───── Input material ─────

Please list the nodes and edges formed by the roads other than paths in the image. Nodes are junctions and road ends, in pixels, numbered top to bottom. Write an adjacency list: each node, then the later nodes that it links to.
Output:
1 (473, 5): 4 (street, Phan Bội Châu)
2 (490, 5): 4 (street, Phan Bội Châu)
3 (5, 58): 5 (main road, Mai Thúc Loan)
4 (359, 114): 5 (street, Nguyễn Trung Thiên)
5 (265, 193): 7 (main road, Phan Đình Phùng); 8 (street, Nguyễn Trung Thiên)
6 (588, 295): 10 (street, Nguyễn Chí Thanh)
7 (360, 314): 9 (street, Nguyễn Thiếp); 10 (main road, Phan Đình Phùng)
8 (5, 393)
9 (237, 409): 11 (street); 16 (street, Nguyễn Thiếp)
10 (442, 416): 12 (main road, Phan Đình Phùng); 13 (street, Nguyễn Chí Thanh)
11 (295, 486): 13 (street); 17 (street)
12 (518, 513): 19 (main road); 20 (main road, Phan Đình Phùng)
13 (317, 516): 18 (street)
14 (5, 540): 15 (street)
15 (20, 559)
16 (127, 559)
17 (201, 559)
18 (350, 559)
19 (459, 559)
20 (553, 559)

─────

▶ What is required: Could you output the records in full, exactly as written?

▶ Answer section:
Please list the nodes and edges formed by the roads other than paths in the image. Nodes are junctions and road ends, in pixels, numbered top to bottom. Write an adjacency list: each node, then the later nodes that it links to.
Output:
1 (473, 5): 4 (street, Phan Bội Châu)
2 (490, 5): 4 (street, Phan Bội Châu)
3 (5, 58): 5 (main road, Mai Thúc Loan)
4 (359, 114): 5 (street, Nguyễn Trung Thiên)
5 (265, 193): 7 (main road, Phan Đình Phùng); 8 (street, Nguyễn Trung Thiên)
6 (588, 295): 10 (street, Nguyễn Chí Thanh)
7 (360, 314): 9 (street, Nguyễn Thiếp); 10 (main road, Phan Đình Phùng)
8 (5, 393)
9 (237, 409): 11 (street); 16 (street, Nguyễn Thiếp)
10 (442, 416): 12 (main road, Phan Đình Phùng); 13 (street, Nguyễn Chí Thanh)
11 (295, 486): 13 (street); 17 (street)
12 (518, 513): 19 (main road); 20 (main road, Phan Đình Phùng)
13 (317, 516): 18 (street)
14 (5, 540): 15 (street)
15 (20, 559)
16 (127, 559)
17 (201, 559)
18 (350, 559)
19 (459, 559)
20 (553, 559)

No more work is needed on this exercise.